Aujourd’hui, ce qui retient Moubarak en prison, c’est un autre procès de corruption et de dilapidation des fonds publics. Son célèbre avocat, Al-Dib, essaye d’obtenir sa libération dans l’attente du verdict dans ce deuxième procès. Samedi 20, la Cour a accepté un appel dans ce sens.
« A moins qu’il n’y ait de preuves concrètes, Moubarak peut recouvrer sa liberté en attendant son procès », estime l’éminent juriste et ancien président du Conseil d’Etat, Mohamad Hamed Al-Gamal.
Les faits et la loi
Une telle décision risque d’enrager la fureur contre l’appareil judiciaire, mais « la Cour prend ses décisions à la lumière de deux choses : les faits et la loi. La réaction de la rue et l’impact politique du jugement ne sont pas des considérations », explique Al-Gamal.
« Que les acquittements ou la libération des hommes de l’ancien régime puissent mécontenter les gens, c’est complètement hors de propos. S’il y existe des preuves justifiant les accusations, ils seront jugés. Si non, ils seront libérés. C’est aussi simple que cela, insiste-t-il. Il en est de même pour Moubarak, que ce soit pour les accusations relatives au meurtre des manifestants ou pour celles relatives aux affaires de corruption et d’abus de pouvoir. Il est possible qu’il retrouve bientôt sa liberté faute de preuves justifiant sa détention. Et ce ne sera pas de la faute du système judiciaire ».

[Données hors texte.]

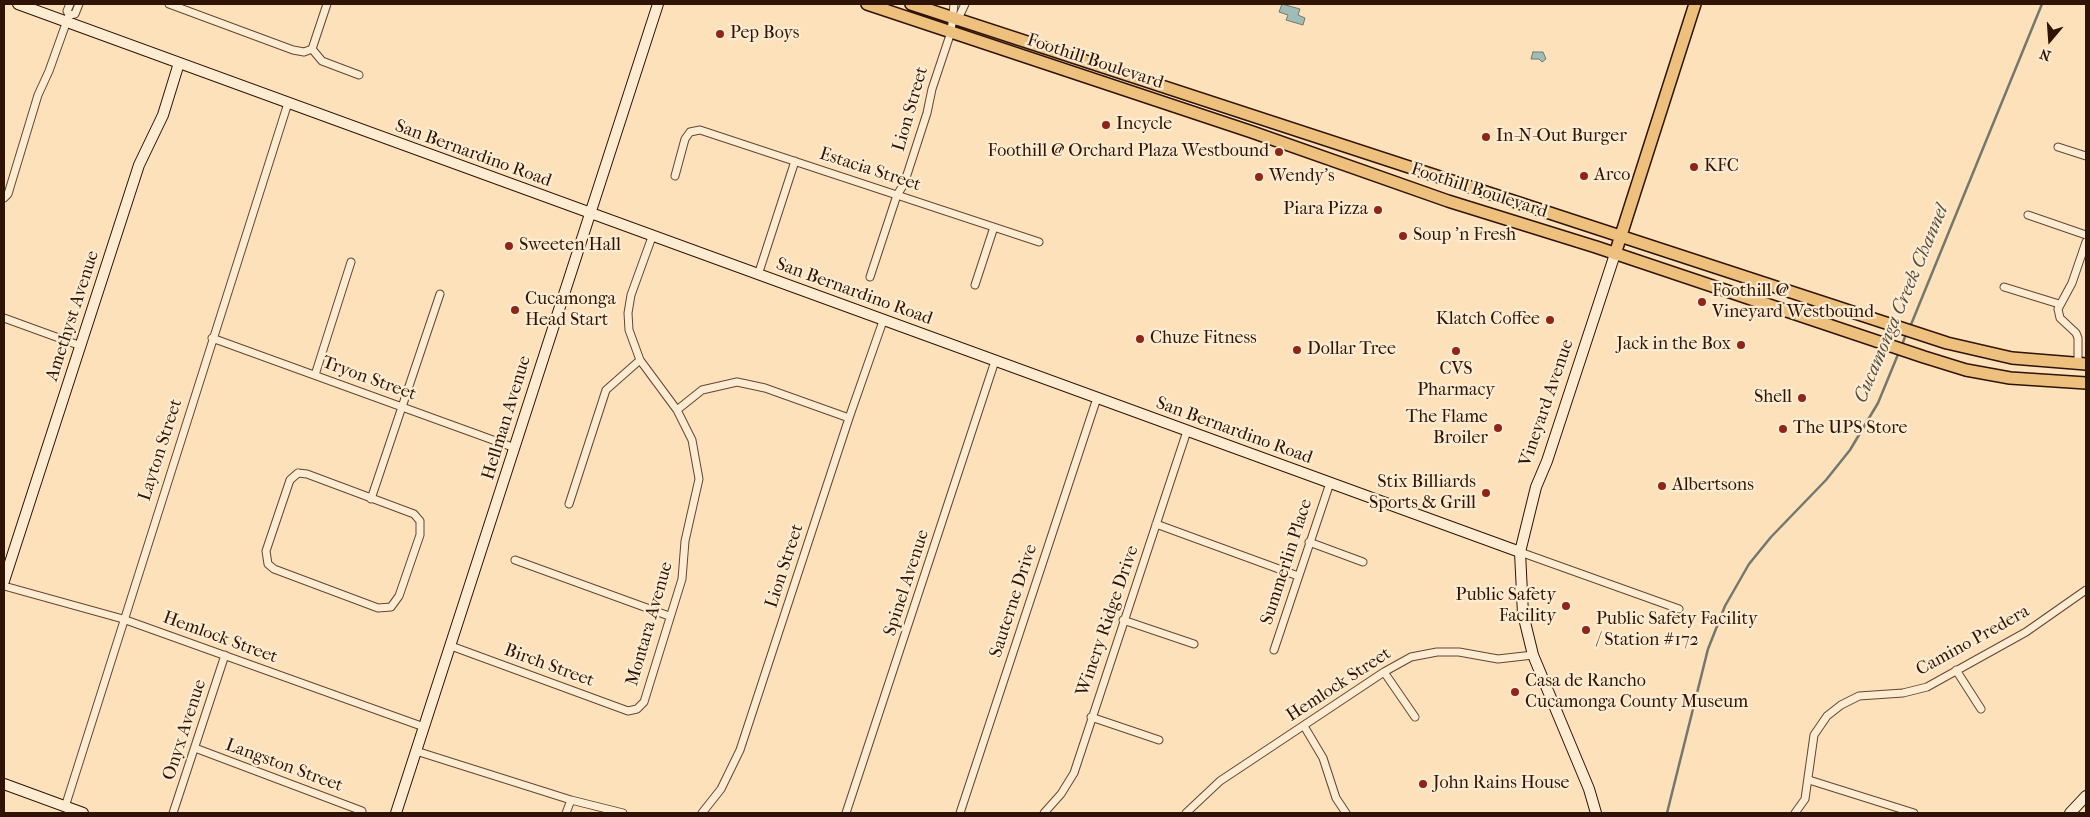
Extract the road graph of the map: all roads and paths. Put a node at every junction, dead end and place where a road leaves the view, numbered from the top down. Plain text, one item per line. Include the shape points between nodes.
1 (18, 4) edge
2 (70, 4) edge
3 (79, 4) edge
4 (169, 4) edge
5 (327, 4) edge
6 (658, 4) edge
7 (867, 4) edge
8 (911, 4) edge
9 (954, 4) edge
10 (965, 4) edge
11 (1695, 4) edge
12 (956, 18) junction
13 (68, 19) junction
14 (951, 32) junction
15 (312, 49) junction
16 (179, 63) junction
17 (359, 75) dead end
18 (288, 103) junction
19 (2058, 147) dead end
20 (2086, 156) edge
21 (795, 161) junction
22 (675, 176) dead end
23 (897, 195) junction
24 (4, 198) edge
25 (590, 214) junction
26 (2028, 216) dead end
27 (994, 227) junction
28 (1620, 235) junction
29 (2086, 235) edge
30 (652, 237) junction
31 (1039, 242) dead end
32 (2086, 242) edge
33 (1615, 254) junction
34 (351, 262) dead end
35 (758, 275) junction
36 (870, 277) dead end
37 (975, 285) dead end
38 (2004, 287) dead end
39 (440, 294) dead end
40 (2059, 304) junction
41 (4, 318) edge
42 (883, 320) junction
43 (212, 338) junction
44 (80, 346) junction
45 (640, 360) junction
46 (995, 361) junction
47 (2082, 364) edge
48 (315, 375) junction
49 (2086, 383) edge
50 (1097, 398) junction
51 (403, 407) junction
52 (676, 410) junction
53 (849, 418) junction
54 (1187, 431) junction
55 (516, 448) junction
56 (1330, 483) junction
57 (371, 499) junction
58 (569, 504) dead end
59 (1156, 524) junction
60 (1309, 542) junction
61 (1520, 552) junction
62 (515, 560) dead end
63 (1363, 562) dead end
64 (1298, 576) junction
65 (4, 581) edge
66 (4, 586) edge
67 (2086, 590) edge
68 (1679, 609) dead end
69 (669, 616) junction
70 (123, 618) junction
71 (1123, 620) junction
72 (1194, 644) dead end
73 (451, 646) junction
74 (1274, 650) dead end
75 (1533, 655) junction
76 (225, 656) junction
77 (1956, 670) junction
78 (1384, 672) junction
79 (1981, 709) dead end
80 (637, 710) joint
81 (1091, 717) junction
82 (1415, 717) dead end
83 (1304, 726) junction
84 (424, 727) junction
85 (1158, 740) dead end
86 (195, 748) junction
87 (416, 751) junction
88 (1809, 780) junction
89 (4, 784) edge
90 (571, 800) junction
91 (2085, 802) edge
92 (65, 807) junction
93 (362, 811) dead end
94 (83, 813) edge
95 (173, 813) edge
96 (396, 813) edge
97 (566, 813) edge
98 (623, 813) edge
99 (702, 813) edge
100 (846, 813) edge
101 (960, 813) edge
102 (1044, 813) edge
103 (1186, 813) edge
104 (1346, 813) edge
105 (1596, 813) edge
106 (1795, 813) edge
107 (1914, 813) edge
108 (2070, 813) edge

1 - 13 street, San Bernardino Road
2 - 13 street
3 - 13 street via 75,14
4 - 15 street via 293,50 304,52
5 - 15 street
6 - 25 street, Hellman Avenue
7 - 14 main road, Foothill Boulevard
8 - 12 main road, Foothill Boulevard
9 - 12 street
10 - 12 street
11 - 28 main road, Vineyard Avenue
12 - 14 street, Lion Street
12 - 28 main road, Foothill Boulevard
13 - 16 street, San Bernardino Road
13 - 24 street via 38,95 8,194
14 - 23 street, Lion Street via 932,89 928,113 904,184
14 - 33 main road, Foothill Boulevard via 1448,201
15 - 17 street via 322,62
16 - 18 street, San Bernardino Road
16 - 44 street, Amethyst Avenue via 163,115 139,165
18 - 25 street, San Bernardino Road
18 - 43 street, Layton Street
19 - 20 street
21 - 22 street, Estacia Street via 700,130 690,132 685,139
21 - 23 street, Estacia Street
21 - 35 street
23 - 27 street, Estacia Street
23 - 36 street, Lion Street
25 - 30 street, San Bernardino Road
25 - 55 street, Hellman Avenue
26 - 29 street
27 - 31 street, Estacia Street
27 - 37 street
28 - 33 main road, Vineyard Avenue
28 - 47 main road, Foothill Boulevard via 1970,350 2012,358
30 - 35 street, San Bernardino Road
30 - 45 street, Montara Avenue via 631,295 628,313 629,330
32 - 40 street via 2072,283
33 - 49 main road, Foothill Boulevard via 1966,370 2010,378
33 - 61 street, Vineyard Avenue via 1536,487
34 - 48 street
35 - 42 street, San Bernardino Road
38 - 40 street
39 - 51 street
40 - 47 street via 2060,318 2078,338
41 - 44 street
42 - 46 street, San Bernardino Road
42 - 53 street, Lion Street
43 - 48 street, Tryon Street
43 - 70 street, Layton Street
44 - 65 street, Amethyst Avenue
45 - 52 street, Montara Avenue
45 - 58 street via 606,390
46 - 50 street, San Bernardino Road
46 - 100 street, Spinel Avenue
48 - 51 street, Tryon Street
50 - 54 street, San Bernardino Road
50 - 101 street, Sauterne Drive
51 - 55 street, Tryon Street
51 - 57 street
52 - 53 street via 702,390 737,382 765,388
52 - 69 street, Montara Avenue via 692,440 699,479 685,541 682,579
53 - 99 street, Lion Street via 740,750 721,789
54 - 56 street, San Bernardino Road
54 - 59 street, Winery Ridge Drive
55 - 73 street, Hellman Avenue
56 - 60 street, Summerlin Place
56 - 61 street, San Bernardino Road
57 - 57 street via 414,514 420,521 420,535 399,596 391,607 378,608 274,570 268,564 266,551 290,480 298,473
59 - 64 street
59 - 71 street, Winery Ridge Drive
60 - 63 street
60 - 64 street, Summerlin Place
61 - 68 street, San Bernardino Road
61 - 75 street, Vineyard Avenue via 1523,614
62 - 69 street
64 - 74 street, Summerlin Place
66 - 70 street, Hemlock Street
67 - 77 street, Camino Predera via 2026,632
69 - 80 street, Montara Avenue via 644,702
70 - 76 street, Hemlock Street
70 - 92 street, Layton Street
71 - 72 street
71 - 81 street, Winery Ridge Drive
73 - 80 street, Birch Street via 628,711
73 - 84 street, Hellman Avenue
75 - 78 street, Hemlock Street via 1498,659 1459,652 1437,652 1411,658
75 - 105 street, Vineyard Avenue
76 - 84 street, Hemlock Street
76 - 86 street, Onyx Avenue
77 - 79 street
77 - 88 street, Camino Predera via 1927,687 1903,693 1859,696 1841,704 1827,716 1814,735
78 - 82 street
78 - 83 street, Hemlock Street
81 - 85 street
81 - 102 street, Winery Ridge Drive via 1074,773
83 - 103 street, Hemlock Street via 1220,781
83 - 104 street via 1324,758 1336,798
84 - 87 street, Hellman Avenue
86 - 93 street, Langston Street
86 - 95 street, Onyx Avenue
87 - 90 street
87 - 96 street, Hellman Avenue
88 - 106 street, Camino Predera via 1805,799
88 - 107 street
89 - 92 street
90 - 97 street
90 - 98 street
91 - 108 street
92 - 94 street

Beaucoup de proches de Moubarak, accusés de divers crimes, ont été successivement libérés lors des derniers mois. A cela sont venus s’ajouter les acquittements de policiers et de hauts responsables sécuritaires accusés de meurtre de manifestants et d’autres violations graves de droits de l’homme.
L’hostilité à un système judicaire jugé inefficace n’attendait pas meilleur catalyseur pour se faire sentir dans la rue.